When you think of personalization and privacy, the two seem to clash. You need information to deliver real personalization, but stringent privacy laws have restricted what used to be relatively carte blanche access to information.

However, it turns out the two are more intertwined than you might think.

Here’s a look at where the B2B industry stands in terms of privacy and personalization, how the two relate to one another — and what it all means for marketers and sellers today. 

Privacy Changes Have Forced Greater Personalization

Changing privacy laws have limited businesses’ ability to collect as much data as they want and then do whatever they want with it. Instead of this having a negative effect on personalization, it’s actually bringing about something positive: customer experience leaders have no choice but to truly understand who they're talking to.

Since buying lists and paying for data are no longer viable options, their emphasis has to be placed on first-party data and inference-based data instead. 

Solutions like Demandbase and 6Sense provide inference-based data, which helps organizations figure out more information about someone at the account level rather than the individual level. This allows you to adhere to privacy guidelines, while still having enough information to be somewhat relevant to the person you’re trying to reach.

It can tell you enough to know what company they work for or at least their inferred industry, and give you enough insight to ensure you offer value. Then, you can directly ask for first-party data in an effort to deliver even more personalization and value. 

It’s a progression, and inference-based data can help open the door to more first-party data which can then help you truly personalize — and personalize well. 

Related Article: Is Less More for Customer Personalization and Privacy?

The Stakes Have Become Higher

If we take an honest look at how recent privacy restrictions have come about, it’s clear they were brought on by an abuse (however well-meaning) of privacy by marketers and businesses everywhere. Too many people received too much irrelevant, intrusive content and had enough.

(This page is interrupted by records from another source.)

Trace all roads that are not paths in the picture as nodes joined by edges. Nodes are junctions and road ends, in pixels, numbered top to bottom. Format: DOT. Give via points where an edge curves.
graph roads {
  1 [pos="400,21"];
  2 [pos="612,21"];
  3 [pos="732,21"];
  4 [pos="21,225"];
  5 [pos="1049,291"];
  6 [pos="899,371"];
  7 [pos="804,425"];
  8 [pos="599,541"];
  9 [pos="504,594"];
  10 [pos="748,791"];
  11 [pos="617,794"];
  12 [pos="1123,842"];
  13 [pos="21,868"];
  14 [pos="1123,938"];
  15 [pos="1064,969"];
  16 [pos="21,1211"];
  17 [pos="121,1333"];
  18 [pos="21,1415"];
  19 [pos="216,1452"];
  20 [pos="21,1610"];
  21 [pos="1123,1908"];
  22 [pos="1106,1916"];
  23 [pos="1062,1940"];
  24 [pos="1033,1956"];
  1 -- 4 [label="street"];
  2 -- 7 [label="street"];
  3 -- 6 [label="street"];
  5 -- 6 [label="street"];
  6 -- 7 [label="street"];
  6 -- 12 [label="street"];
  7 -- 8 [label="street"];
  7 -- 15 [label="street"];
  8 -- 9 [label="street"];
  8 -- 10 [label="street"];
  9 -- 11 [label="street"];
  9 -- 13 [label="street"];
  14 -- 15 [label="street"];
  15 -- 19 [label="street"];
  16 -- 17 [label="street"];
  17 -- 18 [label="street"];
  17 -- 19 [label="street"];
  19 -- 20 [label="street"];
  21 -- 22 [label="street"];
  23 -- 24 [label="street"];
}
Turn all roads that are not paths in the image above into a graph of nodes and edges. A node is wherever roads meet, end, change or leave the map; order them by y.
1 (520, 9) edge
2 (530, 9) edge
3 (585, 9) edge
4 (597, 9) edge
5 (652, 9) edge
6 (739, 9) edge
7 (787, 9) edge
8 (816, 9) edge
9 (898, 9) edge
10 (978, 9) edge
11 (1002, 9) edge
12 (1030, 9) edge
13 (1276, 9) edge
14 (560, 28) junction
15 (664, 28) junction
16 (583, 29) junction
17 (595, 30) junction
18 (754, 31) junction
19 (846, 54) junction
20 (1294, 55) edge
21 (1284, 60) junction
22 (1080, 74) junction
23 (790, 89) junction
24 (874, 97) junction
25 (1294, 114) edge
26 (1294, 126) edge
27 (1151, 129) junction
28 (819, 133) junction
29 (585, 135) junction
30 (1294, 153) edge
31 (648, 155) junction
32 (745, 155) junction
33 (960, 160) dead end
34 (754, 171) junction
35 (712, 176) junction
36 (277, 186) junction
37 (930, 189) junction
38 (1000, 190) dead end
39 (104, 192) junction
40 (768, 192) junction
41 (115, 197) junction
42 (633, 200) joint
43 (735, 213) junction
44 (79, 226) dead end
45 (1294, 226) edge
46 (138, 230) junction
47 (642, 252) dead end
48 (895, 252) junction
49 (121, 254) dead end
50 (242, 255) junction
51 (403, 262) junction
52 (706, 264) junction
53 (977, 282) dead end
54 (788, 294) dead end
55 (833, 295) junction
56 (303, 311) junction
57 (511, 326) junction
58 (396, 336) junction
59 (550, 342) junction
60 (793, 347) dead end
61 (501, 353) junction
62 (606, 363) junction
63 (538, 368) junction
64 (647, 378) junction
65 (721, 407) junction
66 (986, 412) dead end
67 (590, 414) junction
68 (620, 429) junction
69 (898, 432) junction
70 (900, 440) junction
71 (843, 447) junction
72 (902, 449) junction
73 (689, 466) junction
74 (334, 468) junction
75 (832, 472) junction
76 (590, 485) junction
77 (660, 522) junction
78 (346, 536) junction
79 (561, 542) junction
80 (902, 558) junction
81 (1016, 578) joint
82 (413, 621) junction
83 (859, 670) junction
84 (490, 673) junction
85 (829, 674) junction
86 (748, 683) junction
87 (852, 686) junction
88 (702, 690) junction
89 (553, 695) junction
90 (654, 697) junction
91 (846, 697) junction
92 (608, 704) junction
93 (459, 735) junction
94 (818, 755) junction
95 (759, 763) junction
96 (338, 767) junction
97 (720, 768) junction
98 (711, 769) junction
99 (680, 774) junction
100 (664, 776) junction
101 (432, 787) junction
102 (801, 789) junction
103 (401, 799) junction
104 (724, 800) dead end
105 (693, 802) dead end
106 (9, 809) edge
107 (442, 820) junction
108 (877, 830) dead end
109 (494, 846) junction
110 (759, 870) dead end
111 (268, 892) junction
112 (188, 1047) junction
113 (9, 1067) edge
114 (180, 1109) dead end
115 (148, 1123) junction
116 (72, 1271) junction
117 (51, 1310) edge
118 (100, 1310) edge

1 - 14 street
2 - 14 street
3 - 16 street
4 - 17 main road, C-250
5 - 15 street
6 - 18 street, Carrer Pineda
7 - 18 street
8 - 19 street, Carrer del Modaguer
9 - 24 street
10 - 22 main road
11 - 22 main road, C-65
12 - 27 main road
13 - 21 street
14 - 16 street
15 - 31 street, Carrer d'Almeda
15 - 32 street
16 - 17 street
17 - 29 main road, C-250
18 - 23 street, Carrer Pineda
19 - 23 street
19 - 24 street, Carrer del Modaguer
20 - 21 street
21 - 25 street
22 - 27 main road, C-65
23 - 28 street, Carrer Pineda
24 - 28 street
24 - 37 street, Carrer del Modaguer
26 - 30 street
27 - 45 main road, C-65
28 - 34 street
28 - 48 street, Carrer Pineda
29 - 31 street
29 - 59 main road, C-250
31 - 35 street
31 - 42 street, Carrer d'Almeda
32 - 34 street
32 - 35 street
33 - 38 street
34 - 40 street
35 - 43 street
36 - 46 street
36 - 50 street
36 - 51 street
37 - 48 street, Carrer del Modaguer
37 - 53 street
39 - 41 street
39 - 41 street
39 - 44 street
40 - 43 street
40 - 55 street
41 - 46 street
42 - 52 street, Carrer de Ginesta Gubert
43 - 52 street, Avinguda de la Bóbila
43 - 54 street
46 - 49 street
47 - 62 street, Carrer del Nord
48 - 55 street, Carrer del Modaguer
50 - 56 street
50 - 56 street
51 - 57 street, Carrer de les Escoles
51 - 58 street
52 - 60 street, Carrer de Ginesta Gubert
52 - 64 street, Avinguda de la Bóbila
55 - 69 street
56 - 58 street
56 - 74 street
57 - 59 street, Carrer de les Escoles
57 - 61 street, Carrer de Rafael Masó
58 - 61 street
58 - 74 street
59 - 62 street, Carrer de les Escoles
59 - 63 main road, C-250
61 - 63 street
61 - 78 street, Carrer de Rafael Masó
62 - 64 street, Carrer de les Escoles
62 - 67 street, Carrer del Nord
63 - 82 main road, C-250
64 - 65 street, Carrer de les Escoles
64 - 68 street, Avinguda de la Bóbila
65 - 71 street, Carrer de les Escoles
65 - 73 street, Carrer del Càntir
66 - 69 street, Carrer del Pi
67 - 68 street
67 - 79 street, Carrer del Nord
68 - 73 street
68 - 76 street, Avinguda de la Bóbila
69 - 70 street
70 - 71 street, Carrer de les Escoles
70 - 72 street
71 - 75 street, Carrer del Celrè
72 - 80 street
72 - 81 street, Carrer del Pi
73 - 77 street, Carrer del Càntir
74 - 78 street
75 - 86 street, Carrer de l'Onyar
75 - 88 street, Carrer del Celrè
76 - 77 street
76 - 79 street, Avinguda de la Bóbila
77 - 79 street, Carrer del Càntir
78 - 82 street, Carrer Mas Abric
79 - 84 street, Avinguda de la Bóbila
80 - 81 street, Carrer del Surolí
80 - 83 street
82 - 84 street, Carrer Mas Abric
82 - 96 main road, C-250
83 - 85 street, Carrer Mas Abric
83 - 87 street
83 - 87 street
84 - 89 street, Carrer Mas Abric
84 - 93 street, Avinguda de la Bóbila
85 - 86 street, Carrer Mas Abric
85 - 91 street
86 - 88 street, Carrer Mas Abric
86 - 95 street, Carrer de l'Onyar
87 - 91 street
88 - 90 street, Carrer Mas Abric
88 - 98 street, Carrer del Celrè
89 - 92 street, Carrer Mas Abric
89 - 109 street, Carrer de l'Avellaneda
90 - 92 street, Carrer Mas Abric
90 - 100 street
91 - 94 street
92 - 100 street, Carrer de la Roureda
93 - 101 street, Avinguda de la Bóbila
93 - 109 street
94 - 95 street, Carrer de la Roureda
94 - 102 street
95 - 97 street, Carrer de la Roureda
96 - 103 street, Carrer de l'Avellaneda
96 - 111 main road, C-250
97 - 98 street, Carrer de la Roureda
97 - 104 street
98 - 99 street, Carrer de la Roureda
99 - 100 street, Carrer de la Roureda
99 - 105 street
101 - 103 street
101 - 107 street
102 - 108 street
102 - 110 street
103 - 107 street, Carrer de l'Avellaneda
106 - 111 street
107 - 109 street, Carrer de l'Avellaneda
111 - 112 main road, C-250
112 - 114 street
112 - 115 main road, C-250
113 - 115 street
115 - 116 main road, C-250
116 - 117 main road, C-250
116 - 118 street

So now, since privacy laws have been changing and consumers are even more cautious about who can access their information and when, the stakes for marketers and businesses have been raised. 

Learning Opportunities

Once someone is in your database, you must send them quality content in order to keep them. If you blast them with extraneous communications, and they unsubscribe, good luck getting them to re-subscribe. Meaning it’s not a gamble worth taking now, if it ever was.

So, every interaction needs to feel like personal communication. Marketers must respect and cherish the people on their lists, and treat them like human beings.

The best way to do this is by using content to deliver the information they want and to help them progress through the buyer journey, making quality content experiences of utmost importance. 

Fuel Better Sales Engagement

When you’re able to truly personalize while also respecting privacy laws, you’re in a unique position to enable sales more effectively than ever. Once someone has shown interest in your company and what you sell, your real opportunity is to develop and deliver a solid content experience for your sales reps to share — and then use a springboard to continue the conversation. So you can’t think of content only in the first half of the funnel; it has to be used strategically throughout the entire funnel as well as post-sale. 

Also remember that the typical B2B buying committee has evolved. Gartner estimates that purchasing now requires six to 10 decision-makers, each of whom has consumed at least four or five pieces of content they’ve gathered independently.

What does this mean in the context of privacy and personalization? Well, if you’re able to reach one person in that buying group and give them a stellar content experience that gets them engaged, they’re highly likely to share it with the others in the organization. This, then, is the single best way to influence the entire buying committee. 

When it comes to privacy and personalization, the two actually go hand-in-hand far more than you might initially think. They can work together to give customers what they want, and move them through your funnel — ethically and successfully. And that is the real goal.